[What you have to do] Pull each line containing "highway" out of the listing below.
:: Data ::
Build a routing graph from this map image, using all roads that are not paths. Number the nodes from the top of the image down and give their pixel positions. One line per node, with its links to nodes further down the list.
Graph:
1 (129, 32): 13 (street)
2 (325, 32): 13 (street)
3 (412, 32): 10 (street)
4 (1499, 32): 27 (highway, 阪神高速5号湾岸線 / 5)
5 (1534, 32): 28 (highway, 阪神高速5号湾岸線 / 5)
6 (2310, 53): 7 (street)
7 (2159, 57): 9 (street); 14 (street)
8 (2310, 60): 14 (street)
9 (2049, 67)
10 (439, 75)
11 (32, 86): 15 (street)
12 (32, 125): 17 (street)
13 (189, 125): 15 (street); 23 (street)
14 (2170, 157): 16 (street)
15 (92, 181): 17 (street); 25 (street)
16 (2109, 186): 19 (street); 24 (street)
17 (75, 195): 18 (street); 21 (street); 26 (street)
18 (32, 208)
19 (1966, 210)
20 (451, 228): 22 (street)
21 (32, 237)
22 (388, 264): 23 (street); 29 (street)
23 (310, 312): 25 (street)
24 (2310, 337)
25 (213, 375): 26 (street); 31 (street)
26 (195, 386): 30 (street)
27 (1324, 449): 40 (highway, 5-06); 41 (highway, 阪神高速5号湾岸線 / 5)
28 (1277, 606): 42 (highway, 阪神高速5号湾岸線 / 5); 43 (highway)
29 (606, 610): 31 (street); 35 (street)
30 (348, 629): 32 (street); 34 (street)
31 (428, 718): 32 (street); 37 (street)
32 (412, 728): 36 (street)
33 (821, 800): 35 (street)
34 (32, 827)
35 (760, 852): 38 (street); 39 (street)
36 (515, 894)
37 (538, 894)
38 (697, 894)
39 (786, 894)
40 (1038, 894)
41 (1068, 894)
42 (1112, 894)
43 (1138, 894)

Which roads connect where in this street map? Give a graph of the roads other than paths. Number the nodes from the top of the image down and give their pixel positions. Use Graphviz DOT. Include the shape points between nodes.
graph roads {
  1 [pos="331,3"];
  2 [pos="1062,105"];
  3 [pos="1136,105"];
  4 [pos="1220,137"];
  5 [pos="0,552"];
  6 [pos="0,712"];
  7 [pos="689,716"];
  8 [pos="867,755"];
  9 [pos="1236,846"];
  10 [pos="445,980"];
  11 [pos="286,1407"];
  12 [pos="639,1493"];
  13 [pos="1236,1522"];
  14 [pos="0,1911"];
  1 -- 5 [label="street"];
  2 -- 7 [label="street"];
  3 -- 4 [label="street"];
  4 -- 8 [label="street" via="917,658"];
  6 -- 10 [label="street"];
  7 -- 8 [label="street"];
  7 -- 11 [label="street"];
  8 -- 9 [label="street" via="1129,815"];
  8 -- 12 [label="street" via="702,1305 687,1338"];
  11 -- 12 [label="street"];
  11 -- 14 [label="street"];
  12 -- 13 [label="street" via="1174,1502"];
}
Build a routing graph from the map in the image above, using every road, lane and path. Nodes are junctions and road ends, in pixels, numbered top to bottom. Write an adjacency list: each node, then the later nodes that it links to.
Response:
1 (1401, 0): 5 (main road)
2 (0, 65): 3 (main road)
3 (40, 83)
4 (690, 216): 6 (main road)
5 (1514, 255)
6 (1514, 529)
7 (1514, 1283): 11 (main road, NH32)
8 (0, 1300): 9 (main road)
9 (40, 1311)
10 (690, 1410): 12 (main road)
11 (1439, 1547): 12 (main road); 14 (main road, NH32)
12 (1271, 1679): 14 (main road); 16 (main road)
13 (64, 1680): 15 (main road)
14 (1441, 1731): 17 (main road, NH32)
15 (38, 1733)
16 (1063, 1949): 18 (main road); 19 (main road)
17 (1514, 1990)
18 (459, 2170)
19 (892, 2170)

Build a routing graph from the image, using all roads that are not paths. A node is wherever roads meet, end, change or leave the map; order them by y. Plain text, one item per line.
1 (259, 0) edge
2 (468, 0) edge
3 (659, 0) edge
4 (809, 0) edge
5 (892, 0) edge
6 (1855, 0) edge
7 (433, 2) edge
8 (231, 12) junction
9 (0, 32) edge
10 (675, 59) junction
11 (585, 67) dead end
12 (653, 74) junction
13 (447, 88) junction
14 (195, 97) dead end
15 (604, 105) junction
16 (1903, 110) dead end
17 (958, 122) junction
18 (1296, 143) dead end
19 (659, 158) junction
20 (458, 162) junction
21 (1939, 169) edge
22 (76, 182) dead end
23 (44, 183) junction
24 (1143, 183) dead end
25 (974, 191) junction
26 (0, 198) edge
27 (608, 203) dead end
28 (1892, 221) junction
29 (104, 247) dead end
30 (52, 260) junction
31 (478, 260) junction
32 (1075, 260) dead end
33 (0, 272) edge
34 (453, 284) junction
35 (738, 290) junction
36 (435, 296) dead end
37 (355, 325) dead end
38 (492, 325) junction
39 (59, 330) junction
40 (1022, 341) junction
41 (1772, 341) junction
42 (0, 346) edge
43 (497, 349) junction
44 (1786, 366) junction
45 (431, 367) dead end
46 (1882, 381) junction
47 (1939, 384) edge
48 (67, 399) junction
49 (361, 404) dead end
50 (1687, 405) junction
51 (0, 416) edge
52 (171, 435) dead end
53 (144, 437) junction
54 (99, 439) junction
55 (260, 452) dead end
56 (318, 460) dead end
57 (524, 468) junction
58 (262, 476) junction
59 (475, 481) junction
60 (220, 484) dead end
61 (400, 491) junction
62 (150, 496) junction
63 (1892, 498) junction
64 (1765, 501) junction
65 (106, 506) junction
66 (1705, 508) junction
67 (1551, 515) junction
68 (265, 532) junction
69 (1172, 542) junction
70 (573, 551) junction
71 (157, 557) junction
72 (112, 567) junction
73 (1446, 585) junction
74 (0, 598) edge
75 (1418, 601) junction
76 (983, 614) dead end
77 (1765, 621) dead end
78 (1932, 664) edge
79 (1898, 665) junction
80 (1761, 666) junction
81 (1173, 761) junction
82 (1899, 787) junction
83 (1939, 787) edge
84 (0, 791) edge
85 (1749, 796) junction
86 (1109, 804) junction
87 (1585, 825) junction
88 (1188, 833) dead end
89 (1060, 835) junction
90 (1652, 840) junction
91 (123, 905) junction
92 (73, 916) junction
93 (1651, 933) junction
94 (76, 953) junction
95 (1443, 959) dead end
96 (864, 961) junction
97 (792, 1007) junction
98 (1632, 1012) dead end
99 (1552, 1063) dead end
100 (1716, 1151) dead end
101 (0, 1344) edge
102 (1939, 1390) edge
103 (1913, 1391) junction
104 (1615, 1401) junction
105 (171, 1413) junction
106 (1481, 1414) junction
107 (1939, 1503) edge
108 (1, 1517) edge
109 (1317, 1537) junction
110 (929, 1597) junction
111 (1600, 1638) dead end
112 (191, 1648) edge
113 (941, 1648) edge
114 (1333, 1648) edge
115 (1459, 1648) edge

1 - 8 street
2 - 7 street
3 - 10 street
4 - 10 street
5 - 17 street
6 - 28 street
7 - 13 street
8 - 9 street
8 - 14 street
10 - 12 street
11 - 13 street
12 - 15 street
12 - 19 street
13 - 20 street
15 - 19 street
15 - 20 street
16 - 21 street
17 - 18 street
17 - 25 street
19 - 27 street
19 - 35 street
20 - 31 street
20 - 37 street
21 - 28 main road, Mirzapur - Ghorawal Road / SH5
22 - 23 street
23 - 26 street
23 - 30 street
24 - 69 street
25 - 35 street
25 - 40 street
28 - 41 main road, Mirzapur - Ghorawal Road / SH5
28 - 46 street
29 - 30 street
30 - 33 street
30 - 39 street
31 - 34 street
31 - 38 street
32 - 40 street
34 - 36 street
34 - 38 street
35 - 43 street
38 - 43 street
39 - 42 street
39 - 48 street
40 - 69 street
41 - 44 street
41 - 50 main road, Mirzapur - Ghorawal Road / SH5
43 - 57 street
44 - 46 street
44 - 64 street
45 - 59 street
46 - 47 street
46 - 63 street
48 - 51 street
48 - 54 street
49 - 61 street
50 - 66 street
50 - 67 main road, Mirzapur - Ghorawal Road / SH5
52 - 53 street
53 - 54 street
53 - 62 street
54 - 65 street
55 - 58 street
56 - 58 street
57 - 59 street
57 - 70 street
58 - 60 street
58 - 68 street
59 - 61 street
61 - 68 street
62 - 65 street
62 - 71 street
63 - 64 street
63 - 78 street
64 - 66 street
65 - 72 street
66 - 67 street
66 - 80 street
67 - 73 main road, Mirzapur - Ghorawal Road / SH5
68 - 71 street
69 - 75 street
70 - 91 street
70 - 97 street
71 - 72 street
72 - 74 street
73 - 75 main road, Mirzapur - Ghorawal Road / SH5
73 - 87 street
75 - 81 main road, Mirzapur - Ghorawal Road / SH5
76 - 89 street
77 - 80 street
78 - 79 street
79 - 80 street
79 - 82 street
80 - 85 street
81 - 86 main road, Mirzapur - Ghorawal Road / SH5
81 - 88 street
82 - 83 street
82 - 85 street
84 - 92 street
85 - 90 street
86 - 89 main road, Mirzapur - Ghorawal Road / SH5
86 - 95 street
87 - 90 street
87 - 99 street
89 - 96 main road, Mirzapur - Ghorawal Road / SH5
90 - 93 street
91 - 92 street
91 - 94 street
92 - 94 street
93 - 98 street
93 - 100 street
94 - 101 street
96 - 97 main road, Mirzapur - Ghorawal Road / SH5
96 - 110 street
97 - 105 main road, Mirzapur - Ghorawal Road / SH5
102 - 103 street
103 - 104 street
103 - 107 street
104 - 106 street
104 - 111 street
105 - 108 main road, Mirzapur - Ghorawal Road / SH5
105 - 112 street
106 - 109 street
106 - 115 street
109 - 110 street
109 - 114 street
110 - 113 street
:::
[Written reply]
4 (1499, 32): 27 (highway, 阪神高速5号湾岸線 / 5)
5 (1534, 32): 28 (highway, 阪神高速5号湾岸線 / 5)
27 (1324, 449): 40 (highway, 5-06); 41 (highway, 阪神高速5号湾岸線 / 5)
28 (1277, 606): 42 (highway, 阪神高速5号湾岸線 / 5); 43 (highway)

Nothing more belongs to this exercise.